Top of Dataset records

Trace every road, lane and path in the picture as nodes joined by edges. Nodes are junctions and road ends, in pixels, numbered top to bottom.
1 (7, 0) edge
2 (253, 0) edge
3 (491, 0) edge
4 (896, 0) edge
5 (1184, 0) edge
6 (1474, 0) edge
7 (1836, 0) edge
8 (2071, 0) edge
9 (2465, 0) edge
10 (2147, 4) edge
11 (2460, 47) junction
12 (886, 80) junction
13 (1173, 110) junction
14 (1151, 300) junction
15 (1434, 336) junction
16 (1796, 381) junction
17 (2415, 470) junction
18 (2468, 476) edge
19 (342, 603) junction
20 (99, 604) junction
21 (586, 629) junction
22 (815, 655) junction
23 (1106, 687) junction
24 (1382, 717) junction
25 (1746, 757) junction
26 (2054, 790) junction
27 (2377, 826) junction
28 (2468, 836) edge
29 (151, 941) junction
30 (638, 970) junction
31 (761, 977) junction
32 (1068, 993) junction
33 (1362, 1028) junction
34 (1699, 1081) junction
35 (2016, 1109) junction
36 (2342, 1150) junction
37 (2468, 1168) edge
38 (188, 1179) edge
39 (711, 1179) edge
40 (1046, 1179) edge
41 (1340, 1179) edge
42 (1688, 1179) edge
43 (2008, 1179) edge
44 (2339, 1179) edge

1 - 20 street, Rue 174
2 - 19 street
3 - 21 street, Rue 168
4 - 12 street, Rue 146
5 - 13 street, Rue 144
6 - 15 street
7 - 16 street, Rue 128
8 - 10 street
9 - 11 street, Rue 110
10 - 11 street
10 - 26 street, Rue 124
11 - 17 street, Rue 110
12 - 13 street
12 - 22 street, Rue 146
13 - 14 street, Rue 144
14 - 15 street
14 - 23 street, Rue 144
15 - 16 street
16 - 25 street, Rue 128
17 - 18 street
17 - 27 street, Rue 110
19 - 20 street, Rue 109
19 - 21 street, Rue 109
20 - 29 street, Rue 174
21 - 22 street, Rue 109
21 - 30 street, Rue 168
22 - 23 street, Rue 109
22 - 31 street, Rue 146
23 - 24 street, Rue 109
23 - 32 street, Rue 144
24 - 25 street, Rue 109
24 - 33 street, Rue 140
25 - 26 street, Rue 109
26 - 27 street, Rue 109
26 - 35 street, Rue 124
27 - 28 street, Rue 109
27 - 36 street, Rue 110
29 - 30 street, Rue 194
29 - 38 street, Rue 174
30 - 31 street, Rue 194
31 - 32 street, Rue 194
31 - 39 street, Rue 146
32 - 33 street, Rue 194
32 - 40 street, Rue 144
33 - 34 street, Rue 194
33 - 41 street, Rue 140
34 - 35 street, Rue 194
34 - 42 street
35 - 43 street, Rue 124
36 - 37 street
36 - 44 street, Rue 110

Bottom of Dataset records

■ **What is expected**
The full listing must be retyped exactly as it stands.

■ **Result for this task**
Trace every road, lane and path in the picture as nodes joined by edges. Nodes are junctions and road ends, in pixels, numbered top to bottom.
1 (7, 0) edge
2 (253, 0) edge
3 (491, 0) edge
4 (896, 0) edge
5 (1184, 0) edge
6 (1474, 0) edge
7 (1836, 0) edge
8 (2071, 0) edge
9 (2465, 0) edge
10 (2147, 4) edge
11 (2460, 47) junction
12 (886, 80) junction
13 (1173, 110) junction
14 (1151, 300) junction
15 (1434, 336) junction
16 (1796, 381) junction
17 (2415, 470) junction
18 (2468, 476) edge
19 (342, 603) junction
20 (99, 604) junction
21 (586, 629) junction
22 (815, 655) junction
23 (1106, 687) junction
24 (1382, 717) junction
25 (1746, 757) junction
26 (2054, 790) junction
27 (2377, 826) junction
28 (2468, 836) edge
29 (151, 941) junction
30 (638, 970) junction
31 (761, 977) junction
32 (1068, 993) junction
33 (1362, 1028) junction
34 (1699, 1081) junction
35 (2016, 1109) junction
36 (2342, 1150) junction
37 (2468, 1168) edge
38 (188, 1179) edge
39 (711, 1179) edge
40 (1046, 1179) edge
41 (1340, 1179) edge
42 (1688, 1179) edge
43 (2008, 1179) edge
44 (2339, 1179) edge

1 - 20 street, Rue 174
2 - 19 street
3 - 21 street, Rue 168
4 - 12 street, Rue 146
5 - 13 street, Rue 144
6 - 15 street
7 - 16 street, Rue 128
8 - 10 street
9 - 11 street, Rue 110
10 - 11 street
10 - 26 street, Rue 124
11 - 17 street, Rue 110
12 - 13 street
12 - 22 street, Rue 146
13 - 14 street, Rue 144
14 - 15 street
14 - 23 street, Rue 144
15 - 16 street
16 - 25 street, Rue 128
17 - 18 street
17 - 27 street, Rue 110
19 - 20 street, Rue 109
19 - 21 street, Rue 109
20 - 29 street, Rue 174
21 - 22 street, Rue 109
21 - 30 street, Rue 168
22 - 23 street, Rue 109
22 - 31 street, Rue 146
23 - 24 street, Rue 109
23 - 32 street, Rue 144
24 - 25 street, Rue 109
24 - 33 street, Rue 140
25 - 26 street, Rue 109
26 - 27 street, Rue 109
26 - 35 street, Rue 124
27 - 28 street, Rue 109
27 - 36 street, Rue 110
29 - 30 street, Rue 194
29 - 38 street, Rue 174
30 - 31 street, Rue 194
31 - 32 street, Rue 194
31 - 39 street, Rue 146
32 - 33 street, Rue 194
32 - 40 street, Rue 144
33 - 34 street, Rue 194
33 - 41 street, Rue 140
34 - 35 street, Rue 194
34 - 42 street
35 - 43 street, Rue 124
36 - 37 street
36 - 44 street, Rue 110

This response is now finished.